Purpose: Somatostatin receptor (SSTR) PET has become a mainstay in the diagnosis of neuroendocrine tumors (NETs) and for selecting patients for SSTR-based therapy; however, no consensus has yet been reached in terms of prognosis. A systematic review and meta-analysis was performed on the prognostic value of the maximum standardized uptake value (SUVmax) for Ga-SSTR PET in patients with NETs.

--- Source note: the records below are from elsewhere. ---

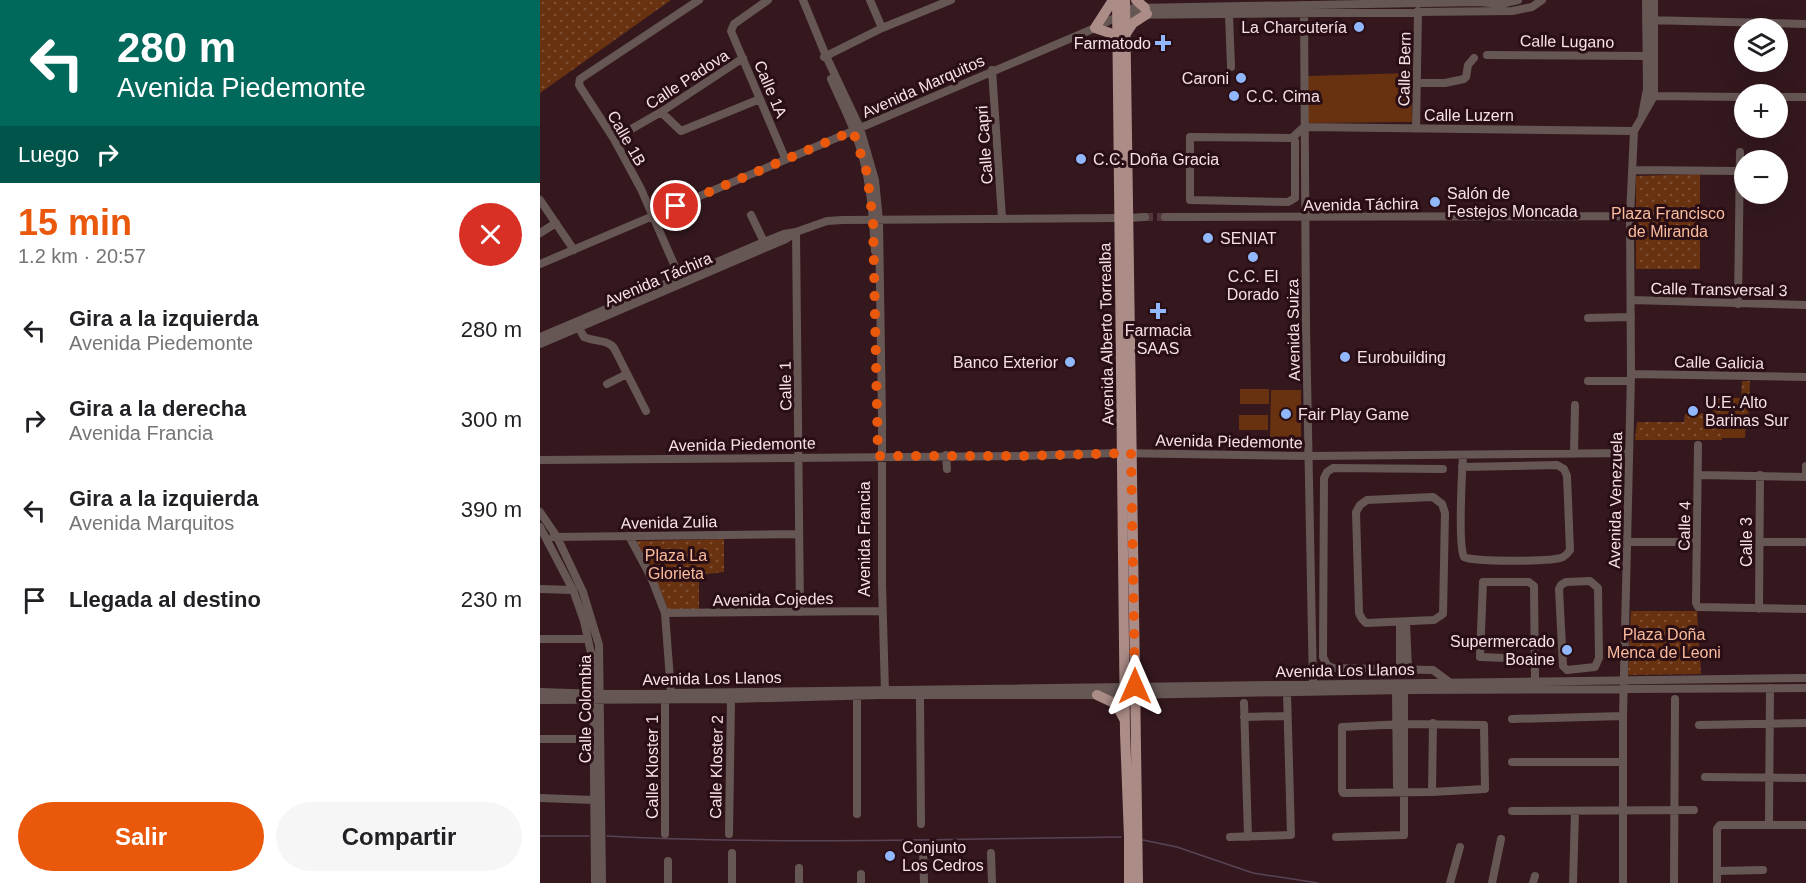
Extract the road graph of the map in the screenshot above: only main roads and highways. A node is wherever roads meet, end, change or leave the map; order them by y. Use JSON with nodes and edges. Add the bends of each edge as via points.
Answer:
{"nodes":[{"id":1,"x":1115,"y":0,"type":"edge"},
{"id":2,"x":1143,"y":7,"type":"edge"},
{"id":3,"x":1121,"y":11,"type":"edge"},
{"id":4,"x":1125,"y":36,"type":"junction"},
{"id":5,"x":1117,"y":47,"type":"junction"},
{"id":6,"x":1123,"y":218,"type":"junction"},
{"id":7,"x":1130,"y":691,"type":"junction"},
{"id":8,"x":1097,"y":695,"type":"road end"},
{"id":9,"x":1125,"y":724,"type":"junction"},
{"id":10,"x":1129,"y":883,"type":"edge"},
{"id":11,"x":1138,"y":883,"type":"edge"}],
"edges":[{"from":1,"to":3,"type":"main road","name":"Avenida Alberto Torrealba"},
{"from":1,"to":5,"type":"main road","via":[[1095,28],[1110,33]]},
{"from":2,"to":4,"type":"main road"},
{"from":3,"to":4,"type":"main road","name":"Avenida Alberto Torrealba"},
{"from":3,"to":5,"type":"main road","name":"Avenida Alberto Torrealba"},
{"from":4,"to":6,"type":"main road","name":"Avenida Alberto Torrealba"},
{"from":5,"to":6,"type":"main road","name":"Avenida Alberto Torrealba"},
{"from":6,"to":7,"type":"main road","name":"Avenida Alberto Torrealba"},
{"from":7,"to":9,"type":"main road","name":"Avenida Alberto Torrealba"},
{"from":7,"to":11,"type":"main road","name":"Avenida Alberto Torrealba"},
{"from":8,"to":9,"type":"main road","via":[[1118,706]]},
{"from":9,"to":10,"type":"main road","name":"Avenida Alberto Torrealba"}]}
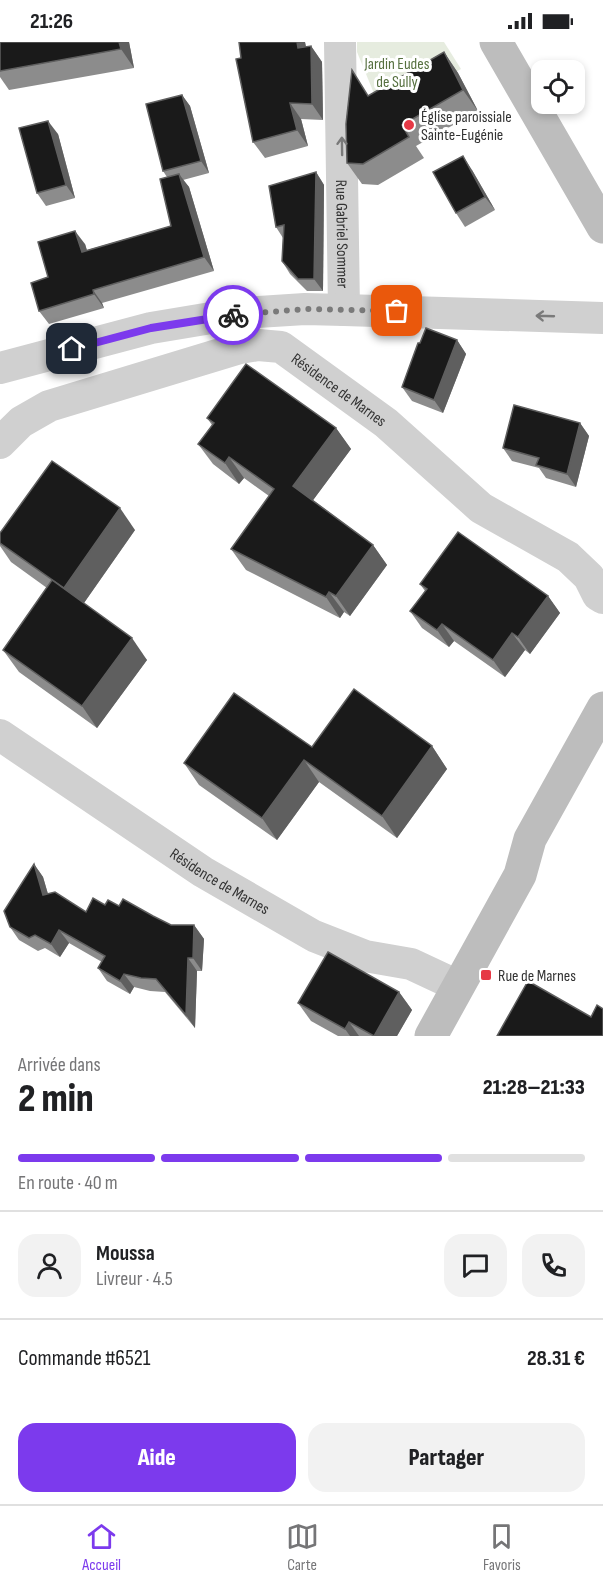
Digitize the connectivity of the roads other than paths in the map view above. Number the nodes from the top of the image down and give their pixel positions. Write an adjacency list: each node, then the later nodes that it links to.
1 (340, 42): 4 (street, Rue Gabriel Sommer, one-way to 1)
2 (496, 42): 3 (main road)
3 (603, 227)
4 (344, 310): 5 (street, Rue Gabriel Sommer, one-way to 4); 6 (street)
5 (603, 318)
6 (0, 368)
7 (0, 444): 8 (street, Résidence de Marnes)
8 (603, 598)
9 (603, 708): 12 (main road)
10 (0, 735): 13 (street, Résidence de Marnes)
11 (603, 746): 12 (main road)
12 (519, 875): 13 (main road)
13 (458, 986): 14 (main road)
14 (431, 1036)

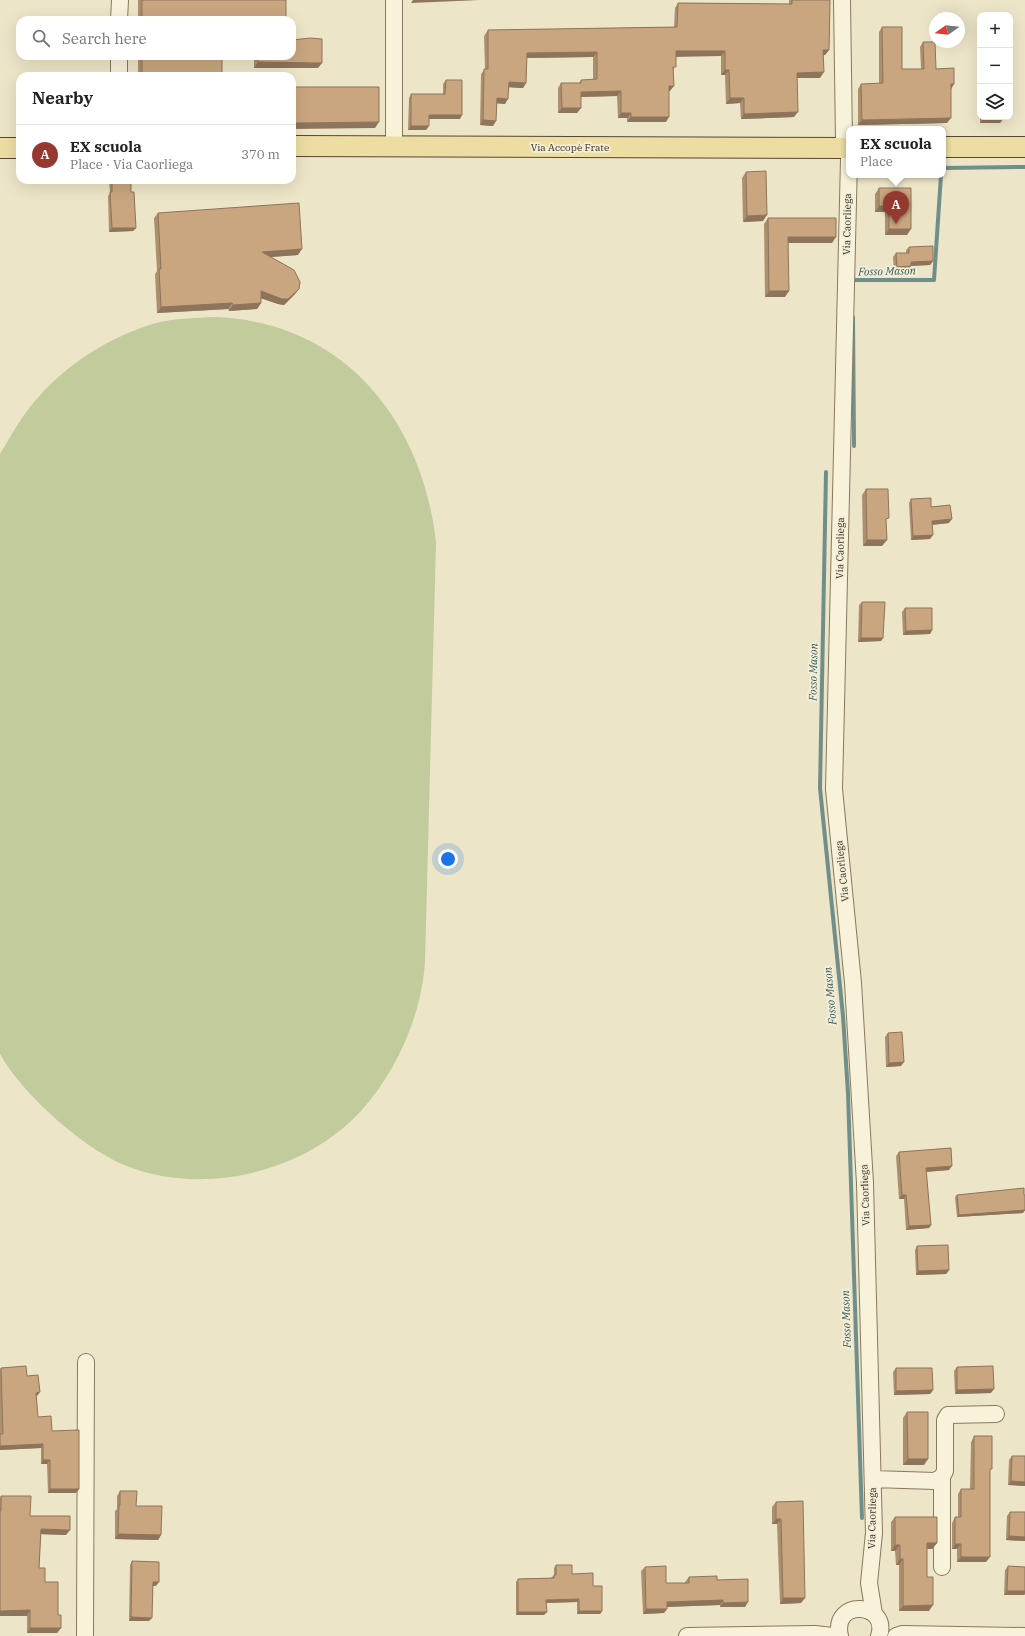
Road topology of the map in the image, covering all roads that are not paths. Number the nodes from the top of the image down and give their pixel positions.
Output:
1 (120, 0) edge
2 (394, 0) edge
3 (842, 0) edge
4 (119, 16) edge
5 (119, 60) edge
6 (120, 72) edge
7 (296, 146) edge
8 (394, 146) junction
9 (846, 147) edge
10 (946, 147) edge
11 (1025, 147) edge
12 (0, 148) edge
13 (16, 148) edge
14 (846, 153) edge
15 (847, 178) edge
16 (86, 1362) dead end
17 (996, 1414) dead end
18 (942, 1478) junction
19 (873, 1479) junction
20 (942, 1567) dead end
21 (869, 1583) junction
22 (855, 1609) junction
23 (876, 1617) junction
24 (837, 1632) edge
25 (907, 1635) edge
26 (85, 1636) edge
27 (687, 1636) edge
28 (879, 1636) edge
29 (1025, 1636) edge

1 - 4 street
2 - 8 street
3 - 9 street, Via Caorliega
5 - 6 street
7 - 8 main road, Via Accopè Frate
8 - 14 main road, Via Accopè Frate
10 - 11 main road
12 - 13 main road
15 - 19 street, Via Caorliega
16 - 26 street
17 - 18 street
18 - 19 street
18 - 20 street
19 - 21 street, Via Caorliega
21 - 22 street, Via Caorliega
21 - 23 street, Via Caorliega
22 - 23 street
22 - 24 street, Via Caorliega
23 - 25 street
23 - 28 street, Via Caorliega
24 - 27 street
25 - 29 street

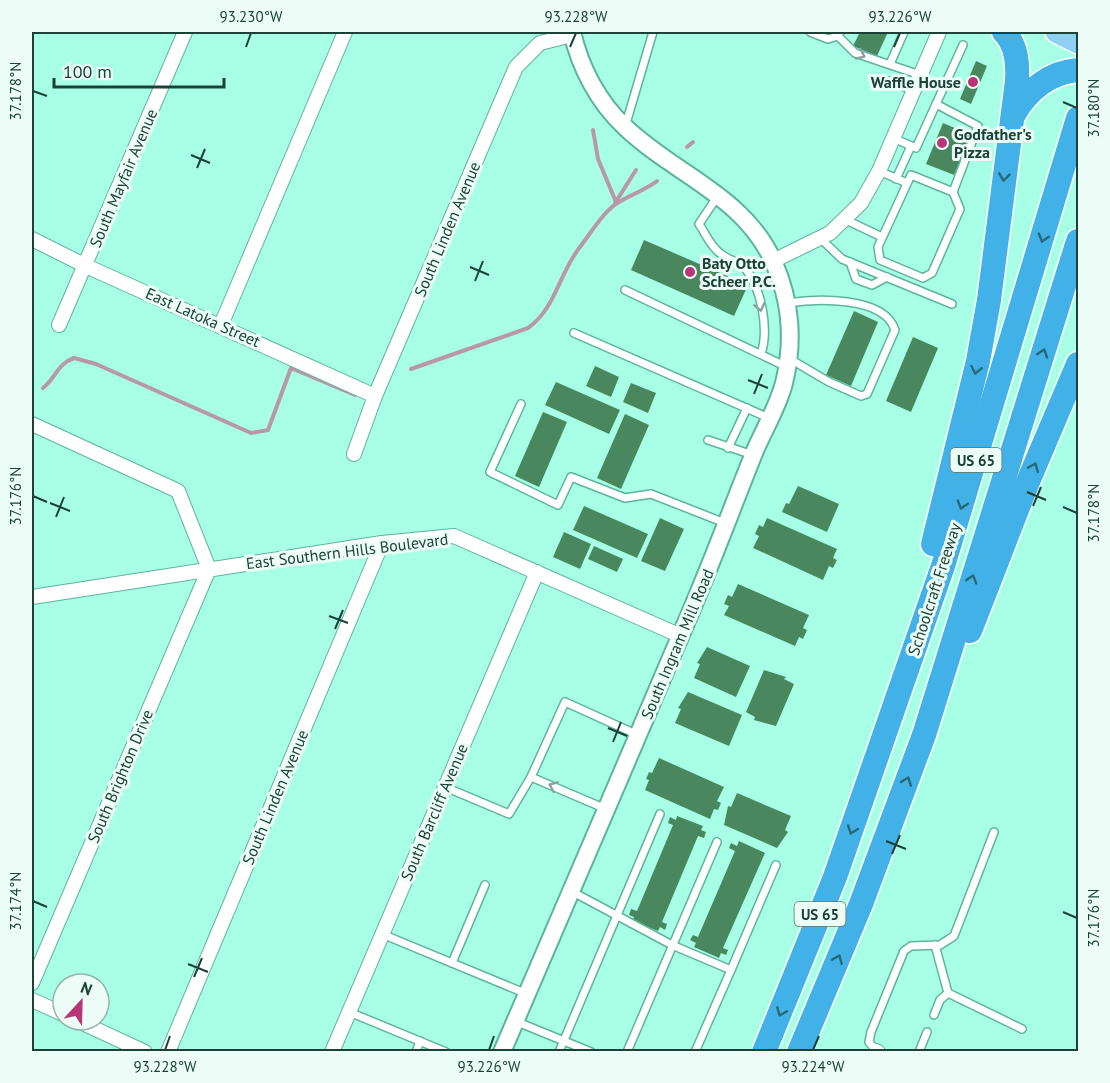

Patients and methods: We performed a systematic search using the following keywords: PET, SSTR, NET, and prognosis. The inclusion criteria were the use of Ga-SSTR PET as an imaging tool, studies limited to NETs, studies that reported progression-free survival (PFS) and/or overall survival (OS), and studies that included SUVmax as a prognostic parameter. The effect of SUVmax on PFS and OS was measured in terms of the hazard ratio (HR).
Results: Eight eligible studies with 474 patients were finally included and analyzed. The combined HR of SUVmax on PFS was 2.31 with significance (95% confidence interval [CI], 1.34-4.00; P = 0.003). The trim and fill adjusted analysis for SUVmax on PFS demonstrated the combined HR as 1.81 with significance (95% CI, 1.11-2.95; P = 0.017), as the publication bias was found (Egger P = 0.004). The combined HR of SUVmax on OS was 2.97 with significance (95% CI, 1.71-5.15; P = 0.0001), without publication bias (Egger P = 0.929). The subgroup analysis revealed that well-differentiated NETs (grade 1 or 2) on PFS showed significance (P = 0.03); however, all grades of NETs (including grade 3) on PFS did not reach significance (P = 0.11). Tumor site and type of radiotracer did not affect the prognostic value of SUVmax.
Conclusions: Low SUVmax of Ga-SSTR PET was associated with a worse prognosis for PFS and OS in patients with NETs. Well-differentiated NETs had more prognostic value compared with all grades of NETs. The SUVmax of Ga-SSTR PET could be used as an objective prognosis predictor.